La séance foraine organisée en 2010 par la Conférence d'Histoire et civilisation du livre s'est déroulée dans les conditions les meilleures à Amiens le 15 juin dernier, grâce à l'obligeance de Madame Séverine Montigny, directrice des bibliothèques d'Amiens-Métropole, et du personnel de la Bibliothèque. Madame Montigny a d'abord présenté aux participants le bâtiment même de la Bibliothèque, l'un des très rares exemples de constructions nouvelles réalisées en France pour abriter une bibliothèque publique dans la première moitié du XIXe siècle.
Puis, Monsieur Jean Vezin, membre correspondant de l'Institut, a commenté entre autres le Psautier ms 18C, le magnifique De Laudibus sanctae Crucis (ms 223F) de Raban Maur, un évangéliaire de Corbie (ms 24C) et un Psautier du XIe siècle à l'usage de l'église d'Angers (ms Lesc. 2C). La Bible de Pampelune (ms 108C) est plus une Bible en images qu'une Bible historiée, et elle a été réalisée pour le roi de Navarre au début du XIIIe siècle.
Madame Montigny a notamment présenté pour sa part les magnifiques Heures à l'usage de Rome réalisées pour le roi Henri II et qui avaient figuré à l'exposition Le Livre (Paris, 1972, n°225). La reliure à la fanfare épouse les contours du manuscrit en forme de fleur de lys, et l'ouvrage est entré à la Bibliothèque avec la collection du comte de L'Escalopier.
En ce qui concerne les livres imprimés, la séance avait été centrée sur la problématique de la langue d'édition. Elle s'est ouverte avec un exemplaire du Rationale de Guillaume Durand provenant de Corbie et illustrant la continuité entre le manuscrit et l'imprimé, qu'il s'agisse de la "mise en livre", du support (le parchemin), du contenu ou de la langue (le latin) (Rés. 18F). La Cité de Dieu imprimée à Abbeville en 1486-1487 a donné l'occasion d'illustrer le passage à la langue vernaculaire, en même temps que la première implantation d'un atelier typographique dans le nord de la France actuelle (Rés. 31E). Le De Imitatione Christi (Paris, 1491) est le titre majeur de la devotio moderna: support de lectures pieuses individuelles, il est décliné dans l'original latin, mais aussi dans les traductions en différentes langues vernaculaires, et cela dès l'époque du manuscrit (Rés. 482A).

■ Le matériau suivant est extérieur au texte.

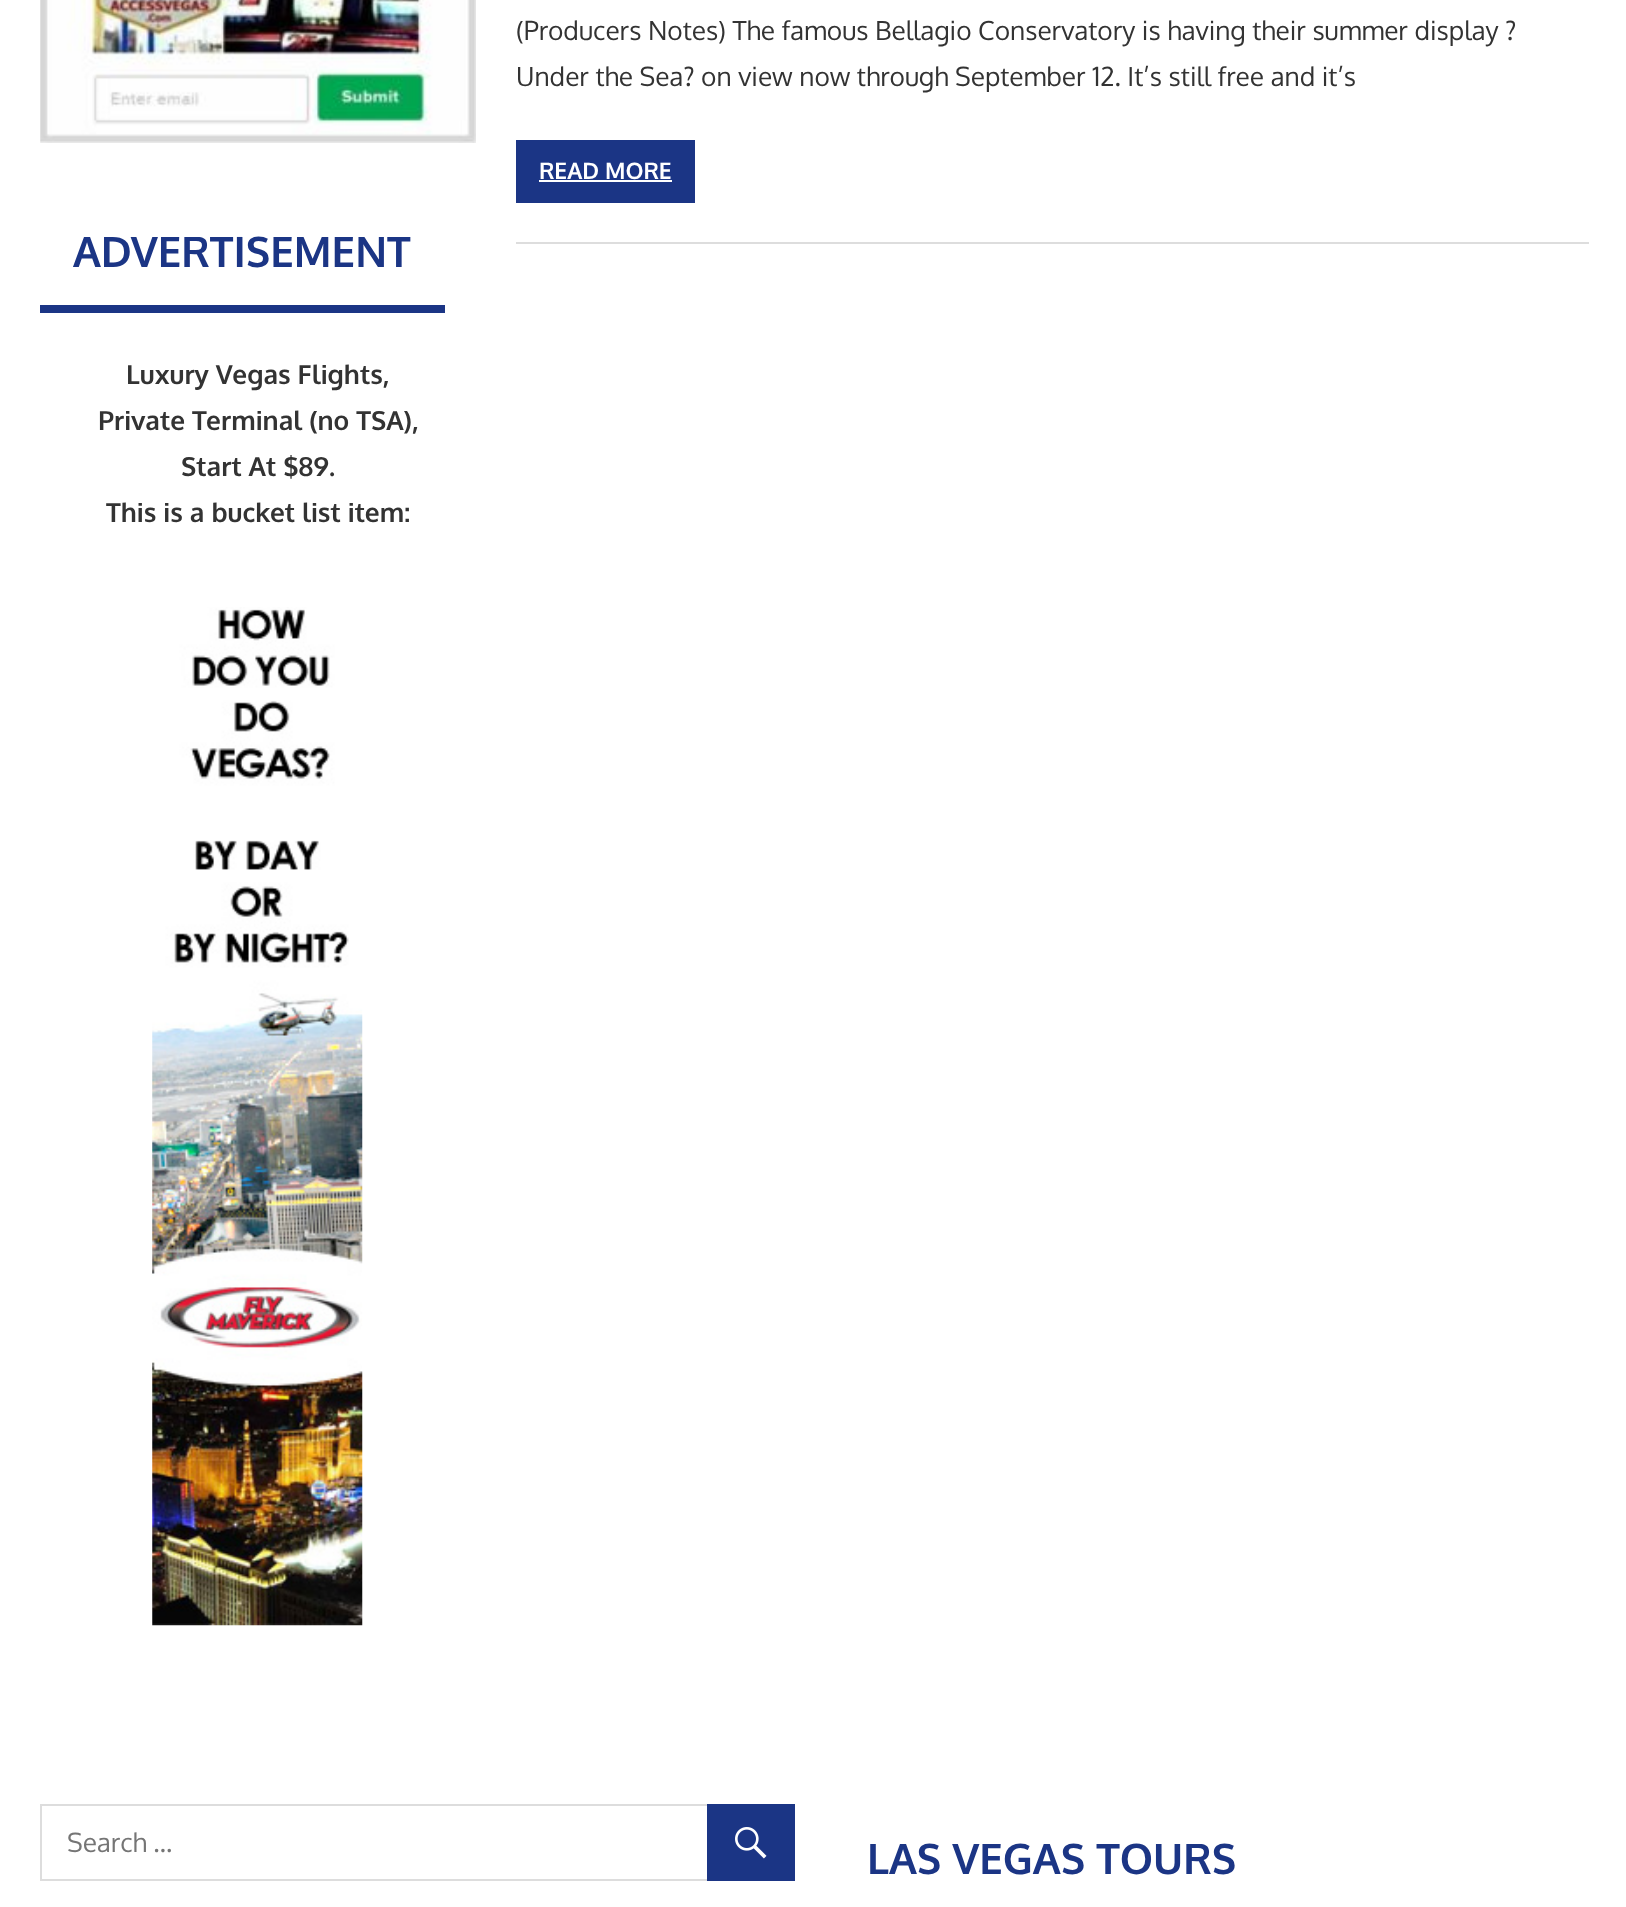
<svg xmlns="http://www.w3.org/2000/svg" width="1626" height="1907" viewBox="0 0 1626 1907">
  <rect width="100%" height="100%" fill="#fff"/>
  <path d="M516 242h1073v2H516z" fill="#ddd"/>
  <path d="M516 140h179v63H516z" fill="#1b3585"/>
  <path d="M539 180h133v2H539z" fill="#fff"/>
  <image x="40" y="0" width="436" height="143" href="img/1.png"/>
  <path d="M40 305h405v8H40z" fill="#1b3585"/>
  <image x="152" y="607" width="211" height="1019" href="img/2.png"/>
  <path d="M41 1805h753v75H41z" fill="none" stroke="#ddd" stroke-width="2"/>
  <path d="M707 1804h88v77H707z" fill="#1b3585"/>
  <image x="735" y="1827" width="32" height="32" href="img/3.png"/>
  <g font-family="Oxygen" font-size="26.25" fill="#333">
    <text x="516" y="40">(Producers Notes) The famous Bellagio Conservatory is having their summer display ?</text>
    <text x="516" y="86">Under the Sea? on view now through September 12. It’s still free and it’s</text>
  </g>
  <text x="539" y="179" font-family="Oxygen" font-size="22.75" font-weight="bold" fill="#fff">READ MORE</text>
  <text x="73" y="267" font-family="Oxygen" font-size="42" font-weight="bold" fill="#1b3585">ADVERTISEMENT</text>
  <g font-family="Oxygen" font-size="26.25" font-weight="bold" fill="#333">
    <text x="126" y="384">Luxury Vegas Flights,</text>
    <text x="98" y="430">Private Terminal (no TSA),</text>
    <text x="181" y="476">Start At $89.</text>
    <text x="106" y="522">This is a bucket list item:</text>
  </g>
  <text x="67" y="1852" font-family="Oxygen" font-size="26.25" fill="#757575">Search …</text>
  <text x="867" y="1874" font-family="Oxygen" font-size="42" font-weight="bold" fill="#1b3585">LAS VEGAS TOURS</text>
</svg>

Avec la Mer des hystoires (Paris, 1488-1489), nous sommes devant un processus de transfert culturel caractéristique, en même temps que nous retrouvons la Picardie et le Beauvaisis: en effet, le texte latin est traduit par un chanoine de Mello (Oise) à partir du Fasciculus temporum de Werner Rolewinck. Madame Denise Hillard a consacré un article publié dans les Mélanges Pierre Aquilon à la monumentale initiale gravée "L" qui ouvre le volume (Rés. 174F).

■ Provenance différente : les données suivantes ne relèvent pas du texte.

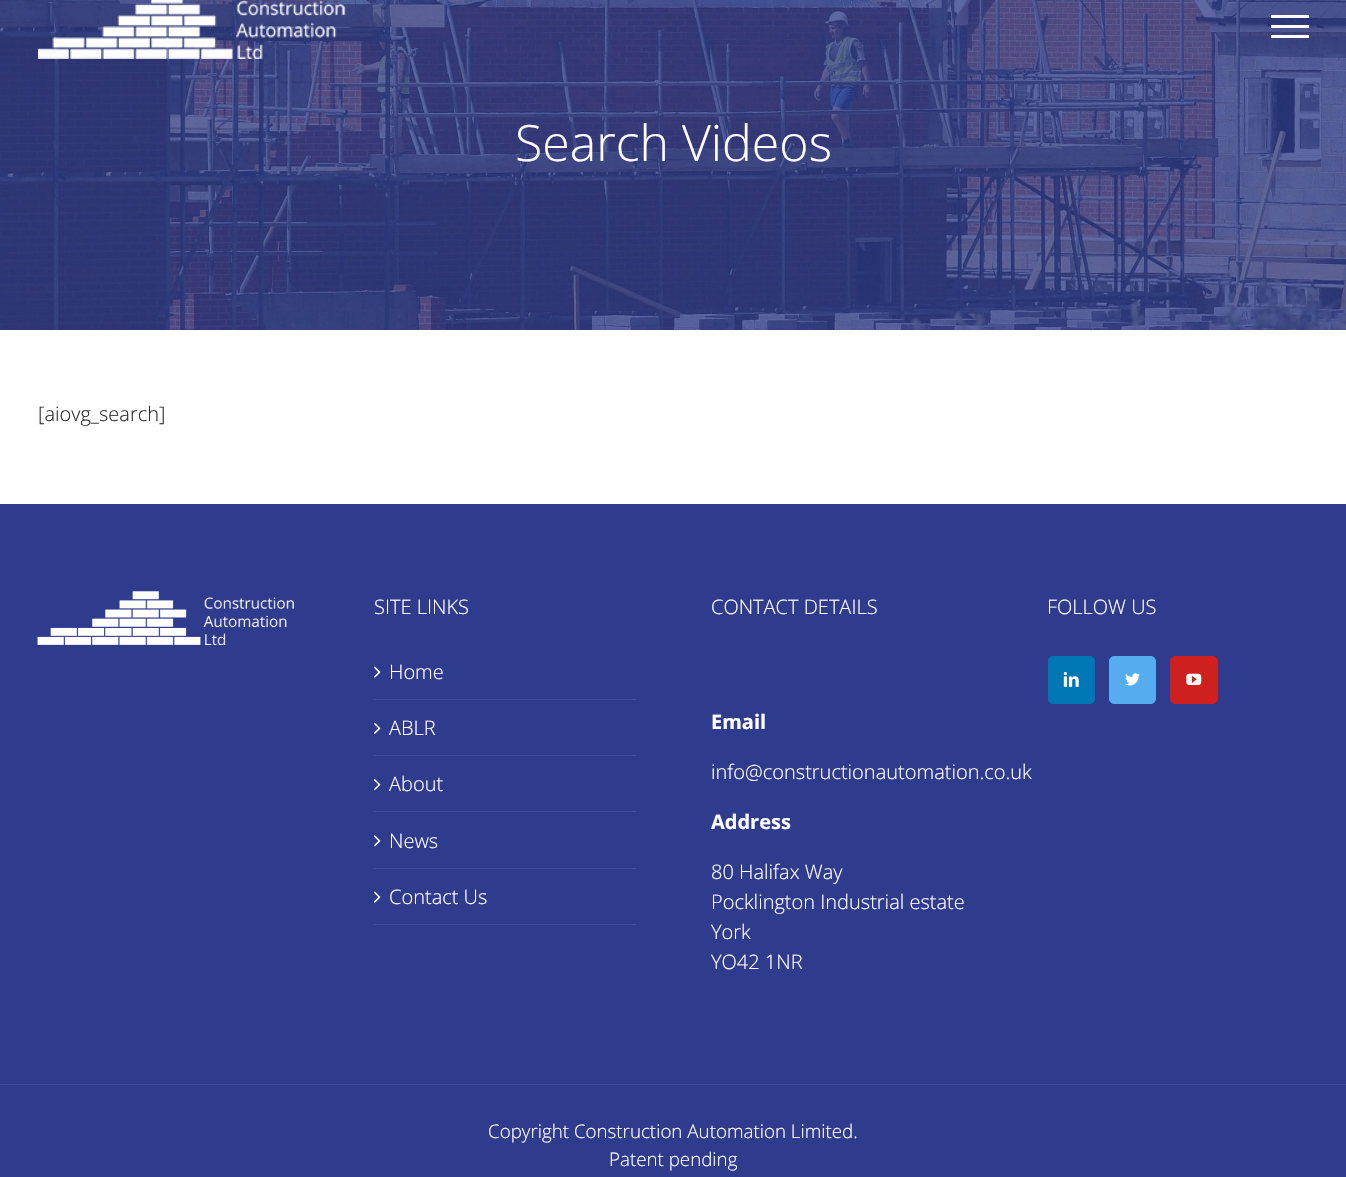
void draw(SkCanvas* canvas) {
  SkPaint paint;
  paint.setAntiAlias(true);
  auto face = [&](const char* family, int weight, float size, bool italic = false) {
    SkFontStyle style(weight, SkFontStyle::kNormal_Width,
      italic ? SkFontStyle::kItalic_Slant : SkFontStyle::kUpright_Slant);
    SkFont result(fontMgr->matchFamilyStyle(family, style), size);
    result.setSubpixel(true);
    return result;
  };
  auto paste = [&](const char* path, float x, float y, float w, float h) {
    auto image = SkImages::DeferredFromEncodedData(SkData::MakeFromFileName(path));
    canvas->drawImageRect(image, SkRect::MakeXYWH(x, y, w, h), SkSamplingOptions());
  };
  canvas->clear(0xffffffff);
  paste("img/2.png", 0, 0, 1346, 330);
  paste("img/1.png", 38, 0, 308, 59);
  {
    const struct { float x, y, w, h; SkColor color; } items[] = {
      {1271, 15, 38, 3, 0xffffffff},
      {1271, 25, 38, 3, 0xffffffff},
      {1271, 35, 38, 3, 0xffffffff},
      {0, 504, 1346, 580, 0xff2f3b8d},
    };
    for (auto [x, y, w, h, color] : items) {
      paint.setColor(color);
      canvas->drawRect(SkRect::MakeXYWH(x, y, w, h), paint);
    }
  }
  paste("img/3.png", 37, 591, 257, 54);
  paint.setColor(0xff444f98);
  canvas->drawRect(SkRect::MakeXYWH(374, 699, 262, 1), paint);
  paste("img/4.png", 373, 666, 8, 12);
  canvas->drawRect(SkRect::MakeXYWH(374, 755, 262, 1), paint);
  paste("img/5.png", 373, 722, 8, 12);
  canvas->drawRect(SkRect::MakeXYWH(374, 811, 262, 1), paint);
  paste("img/6.png", 373, 779, 8, 12);
  canvas->drawRect(SkRect::MakeXYWH(374, 868, 262, 1), paint);
  paste("img/7.png", 373, 835, 8, 12);
  canvas->drawRect(SkRect::MakeXYWH(374, 924, 262, 1), paint);
  paste("img/4.png", 373, 891, 8, 12);
  paint.setColor(0xff0077b5);
  canvas->drawRoundRect(SkRect::MakeXYWH(1048.5f, 656.5f, 46, 47), 4.5f, 4.5f, paint);
  paint.setStroke(true);
  paint.setStrokeWidth(1);
  canvas->drawRoundRect(SkRect::MakeXYWH(1048.5f, 656.5f, 46, 47), 4.5f, 4.5f, paint);
  paste("img/8.png", 1063, 672, 16, 15);
  paint.setStroke(false);
  paint.setColor(0xff55acee);
  canvas->drawRoundRect(SkRect::MakeXYWH(1109.5f, 656.5f, 46, 47), 4.5f, 4.5f, paint);
  paint.setStroke(true);
  canvas->drawRoundRect(SkRect::MakeXYWH(1109.5f, 656.5f, 46, 47), 4.5f, 4.5f, paint);
  paste("img/9.png", 1125, 673, 15, 13);
  paint.setStroke(false);
  paint.setColor(0xffcd201f);
  canvas->drawRoundRect(SkRect::MakeXYWH(1170.5f, 656.5f, 47, 47), 4.5f, 4.5f, paint);
  paint.setStroke(true);
  canvas->drawRoundRect(SkRect::MakeXYWH(1170.5f, 656.5f, 47, 47), 4.5f, 4.5f, paint);
  paste("img/10.png", 1186, 673, 16, 12);
  paint.setStroke(false);
  paint.setColor(0xff2f3b8d);
  canvas->drawRect(SkRect::MakeXYWH(0, 1085, 1346, 92), paint);
  paint.setColor(0xff444f98);
  canvas->drawRect(SkRect::MakeXYWH(0, 1084, 1346, 1), paint);
  auto f0 = face("Open Sans", 300, 50);
  paint.setColor(0xffffffff);
  canvas->drawString("Search Videos", 515, 161, f0, paint);
  auto f1 = face("Open Sans", 300, 20);
  paint.setColor(0xff2b2b2b);
  canvas->drawString("[aiovg_search]", 38, 421, f1, paint);
  paint.setColor(0xffffffff);
  {
    const struct { const char* s; float x, y; } items[] = {
      {"SITE LINKS", 374, 614},
      {"Home", 389, 679},
      {"ABLR", 389, 735},
      {"About", 389, 791},
      {"News", 389, 848},
      {"Contact Us", 389, 904},
      {"CONTACT DETAILS", 711, 614},
    };
    for (auto [s, x, y] : items) {
      canvas->drawString(s, x, y, f1, paint);
    }
  }
  auto f2 = face("Open Sans", 700, 20);
  canvas->drawString("Email", 711, 729, f2, paint);
  canvas->drawString("info@constructionautomation.co.uk", 711, 779, f1, paint);
  canvas->drawString("Address", 711, 829, f2, paint);
  {
    const struct { const char* s; float x, y; } items[] = {
      {"80 Halifax Way", 711, 879},
      {"Pocklington Industrial estate", 711, 909},
      {"York", 711, 939},
      {"YO42 1NR", 711, 969},
      {"FOLLOW US", 1047, 614},
    };
    for (auto [s, x, y] : items) {
      canvas->drawString(s, x, y, f1, paint);
    }
  }
  auto f3 = face("Open Sans", 300, 18.75f);
  canvas->drawString("Copyright Construction Automation Limited.", 488, 1138, f3, paint);
  canvas->drawString("Patent pending", 609, 1166, f3, paint);
}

Il était impossible de venir à Amiens sans voir le célébrissime Boccace conservé par la Bibliothèque (Rés. 188E). L'exemplaire porte une mention de provenance pratiquement contemporaine: "Charles de Wacoussains" à Amiens (on connaît un négociant de ce nom en 1484). Il entre plus tard à la bibliothèque des jésuites de la ville. On sait qu'il présente la suite des gravures en taille-douce collées au fil du texte. La figure du calligraphe, puis libraire et libraire-imprimeur Colard Mansion, à Bruges, illustre parfaitement le modèle des ateliers travaillant d'abord pour la cour (ici, la cour de Bourgogne) et donc privilégiant la langue vulgaire. La Peregrinatio in Terram Sanctam de Breydenbach est un succès européen, d'abord publié en latin (1486), puis successivement en allemand, en français et en flamand. La Bibliothèque d'Amiens conserve un exemplaire de l'édition en français donnée à Lyon dès 1488 (Rés. 165C).
Enfin, la Conférence a abordé, trop brièvement, le travail philologique sur le texte même de la Bible, avec le Quintuplex Psalterium de Lefèvre d'Étaples - autre personnalité originaire de Picardie (Rés. 410C); puis l'admirable Nouveau Testament donné par Érasme chez Froben en 1516 (Th. 211C: l'exemplaire vient de Saint-Pierre de Corbie); enfin, la première Bible polyglotte, en l'espèce de la Biblia sacra entreprise à l'initiative et sous l'impulsion du cardinal Ximénès à Alcalá (Th. 82).
Madame Lyse Schwarzfuchs avait eu l'obligeance de se joindre à la Conférence, et de commenter pour nous un certain nombre d'éditions hébraïques ou comportant des caractères hébraïques.
Note bibliographique sur la Bibliothèque d'Amiens et ses collections: Incunables et merveilles de la Bibliothèque d'Amiens, Amiens, Bibliothèque municipale, 1993 (catalogue d'exposition), et, bien sûr, le site Internet:
http://www.bm-amiens.fr/AMIENS/Accueil.asp
Sur la problématique des langues à la Renaissance, voir notamment: Frédéric Barbier, "L'invention de l'imprimerie et l'économie des langues en Europe au XVe siècle", dans Histoire et civilisation du livre. Revue internationale, 4, 2008, p. 21-46.
NB- Les participants à la séance foraine auront sans doute plaisir à retrouver des clichés pris à cette occasion à l'adresse Internet suivante:
http://picasaweb.google.com/112490136752855584753/SeanceForaineDAmiens#
D'autres clichés sont éventuellement les bienvenus à ajouter à la série mise en ligne!